Sénégal : Internet tue le livre à petit feu


Lecture 4 min.
Saliou Diop, bouquiniste
Saliou Diop, bouquiniste

Comme dans la plupart des pays à travers le monde, les gens lisent de moins en moins les livres depuis l’avènement d’Internet. Tout le monde est scotché, à longueur de journée, sur son téléphone portable. Si les élèves et les étudiants sont toujours obligés d’acheter des ouvrages qui sont dans leur programme annuel, certaines personnes préfèrent plutôt lire les œuvres au programme sur Internet, ce qui leur revient d’ailleurs moins cher. Le constat est là : de moins en moins d’adeptes de la lecture sur support en papier au point que le livre papier se meurt petit à petit, au profit de la lecture sur Internet.

D’habitude très bouillonnant et grouillant de monde, le marché Sandaga de Dakar, au Sénégal, affichait le calme plat ce lundi 6 décembre. Tranquillement assis devant sa boutique dans l’attente d’un éventuel client, Saliou Diop, bouquiniste depuis plus de 20 ans, se dit convaincu que les gens lisent de moins en moins au Sénégal. Une situation qui affecte beaucoup ses ventes. Il estime que seuls quelques rares parents se présentent à eux parfois, pour venir chercher des livres pour leurs enfants en quête de savoir. Mais, il a également noté, pour le magnifier, qu’il reste toujours quelques passionnés de lecture qui viennent très souvent leur commander des livres.
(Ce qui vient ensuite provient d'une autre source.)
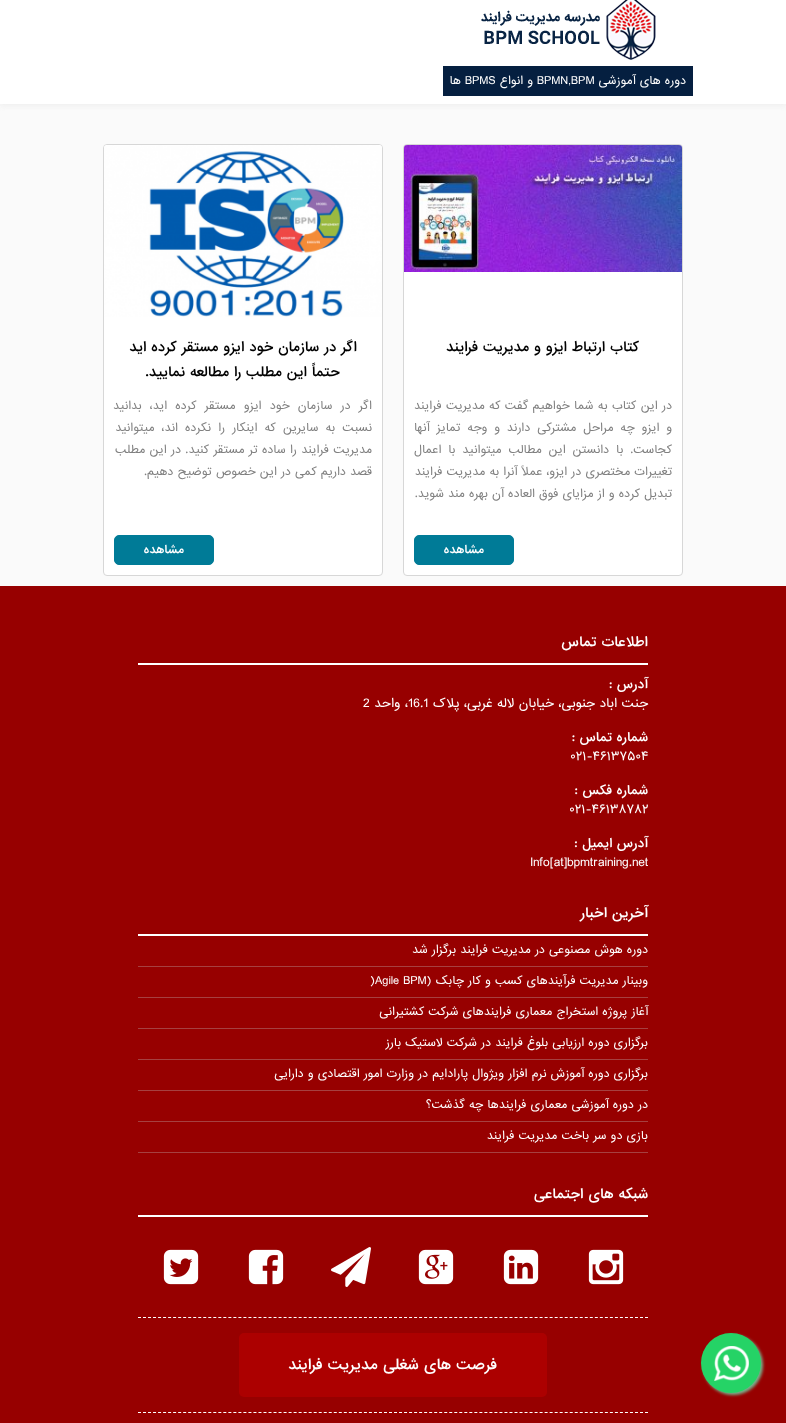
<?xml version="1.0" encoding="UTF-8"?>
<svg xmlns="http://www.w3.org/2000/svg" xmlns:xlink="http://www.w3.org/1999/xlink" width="786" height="1423">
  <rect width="100%" height="100%" fill="#fafafa" />
  <rect y="586" width="786" height="837" fill="#970000" />
  <rect x="703" y="1335" width="60" height="60" rx="30" fill="#77b18d" filter="blur(1.5px)" />
  <circle cx="731" cy="1363" r="30" fill="#25d366" />
  <image x="714" y="1346" width="35" height="35" xlink:href="image1.png" />
  <rect y="-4" width="786" height="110" fill="#efefef" filter="blur(2.5px)" />
  <rect width="786" height="104" fill="#ffffff" />
  <image x="481" y="0" width="175" height="60" xlink:href="image2.png" />
  <rect x="443" y="66" width="250" height="30" fill="#051f40" />
  <rect x="403.5" y="144.5" width="279" height="431" rx="3.5" fill="#ffffff" stroke="#d7d7d7" />
  <image x="404" y="145" width="278" height="127" xlink:href="image3.png" />
  <rect x="414.5" y="535.5" width="99" height="29" rx="4.5" fill="#007b97" stroke="#007b97" />
  <rect x="103.5" y="144.5" width="279" height="431" rx="3.5" fill="#ffffff" stroke="#d7d7d7" />
  <image x="104" y="145" width="278" height="172" xlink:href="image4.png" />
  <rect x="114.5" y="535.5" width="99" height="29" rx="4.5" fill="#007b97" stroke="#007b97" />
  <rect x="138" y="663" width="510" height="2" fill="#ffffff" />
  <rect x="138" y="934" width="510" height="2" fill="#ffffff" />
  <rect x="138" y="966" width="510" height="1" fill="#a64040" />
  <rect x="138" y="997" width="510" height="1" fill="#a64040" />
  <rect x="138" y="1028" width="510" height="1" fill="#a64040" />
  <rect x="138" y="1059" width="510" height="1" fill="#a64040" />
  <rect x="138" y="1090" width="510" height="1" fill="#a64040" />
  <rect x="138" y="1121" width="510" height="1" fill="#a64040" />
  <rect x="138" y="1152" width="510" height="1" fill="#a64040" />
  <rect x="138" y="1215" width="510" height="2" fill="#ffffff" />
  <image x="588" y="1249" width="36" height="36" xlink:href="image5.png" />
  <image x="503" y="1249" width="36" height="36" xlink:href="image6.png" />
  <image x="418" y="1249" width="36" height="36" xlink:href="image7.png" />
  <image x="331" y="1247" width="40" height="40" xlink:href="image8.png" />
  <image x="248" y="1249" width="36" height="36" xlink:href="image9.png" />
  <image x="163" y="1249" width="36" height="36" xlink:href="image10.png" />
  <path d="M 138 1317.5 h 510" fill="none" stroke="#ffffff" stroke-dasharray="3 2.02" />
  <path d="M 138 1412.5 h 510" fill="none" stroke="#ffffff" stroke-dasharray="3 2.02" />
  <rect x="239" y="1333" width="308" height="64" rx="5" fill="#ac0000" />
  <text x="686" y="84" style="font-family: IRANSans; font-size: 11px; direction: rtl; fill: #ffffff">دوره های آموزشی</text>
  <text x="537" y="84" style="font-family: IRANSans; font-size: 11px; fill: #ffffff">BPMN,BPM</text>
  <text x="533" y="84" style="font-family: IRANSans; font-size: 11px; direction: rtl; fill: #ffffff">و انواع</text>
  <text x="465" y="84" style="font-family: IRANSans; font-size: 11px; fill: #ffffff">BPMS</text>
  <text x="461" y="84" style="font-family: IRANSans; font-size: 11px; direction: rtl; fill: #ffffff">ها</text>
  <text x="639" y="351" style="font-family: IRANSans; font-size: 13px; font-weight: 500; direction: rtl; fill: #000000">کتاب ارتباط ایزو و مدیریت فرایند</text>
  <text x="672" y="409" word-spacing="0.25" style="font-family: IRANSans; font-size: 11px; direction: rtl; fill: #808080">در این کتاب به شما خواهیم گفت که مدیریت فرایند</text>
  <text x="672" y="431" word-spacing="2.75" style="font-family: IRANSans; font-size: 11px; direction: rtl; fill: #808080">و ایزو چه مراحل مشترکی دارند و وجه تمایز آنها</text>
  <text x="672" y="453" word-spacing="2.75" style="font-family: IRANSans; font-size: 11px; direction: rtl; fill: #808080">کجاست. با دانستن این مطالب میتوانید با اعمال</text>
  <text x="672" y="475" style="font-family: IRANSans; font-size: 11px; direction: rtl; fill: #808080">تغییرات مختصری در ایزو، عملاً آنرا به مدیریت فرایند</text>
  <text x="672" y="497" style="font-family: IRANSans; font-size: 11px; direction: rtl; fill: #808080">تبدیل کرده و از مزایای فوق العاده آن بهره مند شوید.</text>
  <text x="484" y="553" style="font-family: IRANSans; font-size: 11px; font-weight: 500; direction: rtl; fill: #ffffff">مشاهده</text>
  <text x="357" y="351" style="font-family: IRANSans; font-size: 13px; font-weight: 500; direction: rtl; fill: #000000">اگر در سازمان خود ایزو مستقر کرده اید</text>
  <text x="340" y="376" style="font-family: IRANSans; font-size: 13px; font-weight: 500; direction: rtl; fill: #000000">حتماً این مطلب را مطالعه نمایید.</text>
  <text x="372" y="409" word-spacing="4" style="font-family: IRANSans; font-size: 11px; direction: rtl; fill: #808080">اگر در سازمان خود ایزو مستقر کرده اید، بدانید</text>
  <text x="372" y="431" word-spacing="3" style="font-family: IRANSans; font-size: 11px; direction: rtl; fill: #808080">نسبت به سایرین که اینکار را نکرده اند، میتوانید</text>
  <text x="372" y="453" word-spacing="0.25" style="font-family: IRANSans; font-size: 11px; direction: rtl; fill: #808080">مدیریت فرایند را ساده تر مستقر کنید. در این مطلب</text>
  <text x="372" y="475" style="font-family: IRANSans; font-size: 11px; direction: rtl; fill: #808080">قصد داریم کمی در این خصوص توضیح دهیم.</text>
  <text x="184" y="553" style="font-family: IRANSans; font-size: 11px; font-weight: 500; direction: rtl; fill: #ffffff">مشاهده</text>
  <text x="648" y="646" style="font-family: IRANSans; font-size: 13px; font-weight: 500; direction: rtl; fill: #ffffff">اطلاعات تماس</text>
  <text x="648" y="688" style="font-family: IRANSans; font-size: 12px; font-weight: 500; direction: rtl; fill: #ffffff">آدرس :</text>
  <text x="648" y="707" style="font-family: IRANSans; font-size: 12px; direction: rtl; fill: #ffffff">جنت اباد جنوبی، خیابان لاله غربی، پلاک</text>
  <text x="408" y="707" style="font-family: IRANSans; font-size: 12px; fill: #ffffff">16.1</text>
  <text x="408" y="707" style="font-family: IRANSans; font-size: 12px; direction: rtl; fill: #ffffff">، واحد</text>
  <text x="363" y="707" style="font-family: IRANSans; font-size: 12px; fill: #ffffff">2</text>
  <text x="648" y="741" style="font-family: IRANSans; font-size: 12px; font-weight: 500; direction: rtl; fill: #ffffff">شماره تماس :</text>
  <text x="570" y="760" style="font-family: IRANSans; font-size: 12px; fill: #ffffff">۰۲۱-۴۶۱۳۷۵۰۴</text>
  <text x="648" y="794" style="font-family: IRANSans; font-size: 12px; font-weight: 500; direction: rtl; fill: #ffffff">شماره فکس :</text>
  <text x="569" y="813" style="font-family: IRANSans; font-size: 12px; fill: #ffffff">۰۲۱-۴۶۱۳۸۷۸۲</text>
  <text x="648" y="847" style="font-family: IRANSans; font-size: 12px; font-weight: 500; direction: rtl; fill: #ffffff">آدرس ایمیل :</text>
  <text x="530" y="866" style="font-family: IRANSans; font-size: 12px; fill: #ffffff">Info[at]bpmtraining.net</text>
  <text x="648" y="917" style="font-family: IRANSans; font-size: 13px; font-weight: 500; direction: rtl; fill: #ffffff">آخرین اخبار</text>
  <text x="648" y="953" style="font-family: IRANSans; font-size: 11px; direction: rtl; fill: #ffffff">دوره هوش مصنوعی در مدیریت فرایند برگزار شد</text>
  <text x="648" y="984" style="font-family: IRANSans; font-size: 11px; direction: rtl; fill: #ffffff">وبینار مدیریت فرآیندهای کسب و کار چابک (</text>
  <text x="375" y="984" style="font-family: IRANSans; font-size: 11px; fill: #ffffff">Agile BPM</text>
  <text x="370" y="984" style="font-family: IRANSans; font-size: 11px; fill: #ffffff">)</text>
  <text x="648" y="1015" style="font-family: IRANSans; font-size: 11px; direction: rtl; fill: #ffffff">آغاز پروژه استخراج معماری فرایندهای شرکت کشتیرانی</text>
  <text x="648" y="1046" style="font-family: IRANSans; font-size: 11px; direction: rtl; fill: #ffffff">برگزاری دوره ارزیابی بلوغ فرایند در شرکت لاستیک بارز</text>
  <text x="648" y="1077" style="font-family: IRANSans; font-size: 11px; direction: rtl; fill: #ffffff">برگزاری دوره آموزش نرم ‌افزار ویژوال پارادایم در وزارت امور اقتصادی و دارایی</text>
  <text x="648" y="1108" style="font-family: IRANSans; font-size: 11px; direction: rtl; fill: #ffffff">در دوره آموزشی معماری فرایندها چه گذشت؟</text>
  <text x="648" y="1139" style="font-family: IRANSans; font-size: 11px; direction: rtl; fill: #ffffff">بازی دو سر باخت مدیریت فرایند</text>
  <text x="648" y="1198" style="font-family: IRANSans; font-size: 13px; font-weight: 500; direction: rtl; fill: #ffffff">شبکه های اجتماعی</text>
  <text x="497" y="1369" style="font-family: IRANSans; font-size: 14px; font-weight: 500; direction: rtl; fill: #ffffff">فرصت های شغلی مدیریت فرایند</text>
</svg>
« Il faut dire qu’avant l’avènement de l’Internet, les livres se vendaient comme de petits pains. Tout le monde était obligé de lire, pour acquérir le savoir. Il fallait donc forcément passer par les livres. Aujourd’hui, tel n’est plus le cas. Ce qui fait que notre chiffre d’affaires a véritablement dégringolé, depuis quelques années. Les livres ne se vendent que périodiquement et généralement pendant la période d’ouverture des classes. Durant cette période, beaucoup de parents se précipitent vers nous pour acheter des livres qui sont dans les programmes de leurs enfants. Quand on pose la question de savoir pourquoi les gens lisent de moins en moins, certains te disent que parce qu’ils trouvent tout ce dont ils ont besoin sur le Net. Mais, je pense que le livre est différent de ce qu’on peut trouver sur Internet », estime Saliou Diop.

Librairie-papeterieÉtudiant en L3 en Science et technologie à Dakar, Saïdou Diallo, qui travaille auprès d’un libraire durant ses heures creuses, estime que l’Internet occupe aujourd’hui trop de place dans les activités  des jeunes comme lui. Il avoue également que la lecture des livres est devenue difficile, même pour les étudiants. Les quelque rares livres qu’ils lisent, dit-il, sont très souvent dans leur programme. La plupart du temps, ils sont sur les réseaux sociaux. « Sincèrement, avec la technologie, la vente des livres a véritablement baissé. Je peux même estimer une baisse allant de 40 à 50%. Cela prouve que les gens ne lisent plus au Sénégal, ou du moins ne lisent plus les livres, puisqu’ils sont tout le temps sur internet. Mais, des étudiants comme moi, sont obligés d’acheter des livres, parce que tout simplement, ils sont dans le programme », reconnaît-il.

Professeur en Lettres modernes, Ibrahima Khalil Dieng estime que le ministère de l’Education nationale du Sénégal devrait réfléchir sur une stratégie pour amener les élèves à aimer de nouveau la lecture du livre, malgré le présence d’Internet. Il pointe d’ailleurs que le niveau des élèves baisse d’année en année, pour la simple raison qu’ils ne lisent pas assez. « Je suis professeur de Lettre modernes, mais il faut avouer que les choses vont de mal en pis, car les élèves et étudiants ne font plus d’effort pour lire, ne serait-ce que trois pages dans un livre, chaque jour », regrette-t-il. Il n’y a pas que le livre qui fait l’objet de menace. Le journal en papier serait sur la même voie.

Youssou Dièye, qui œuvre dans le domaine de la Science de l’information, prédit en effet le pire. Il se dit convaincu que même les journaux en papier vont bientôt disparaître, laissant la place aux sites internet. « Les choses vont très vite et l’information est une denrée périssable. Au moment où les sites internet traitent une information en temps réel, les journaux en papier ne reviennent là dessus qu’au lendemain. Ce qui fait que leur existence est menacée, car l’info va très vite de nos jours. Ils pourront quand même résister quelques années, après beaucoup vont mourir de leur belle mort, à cause des sites internet », prévient-il.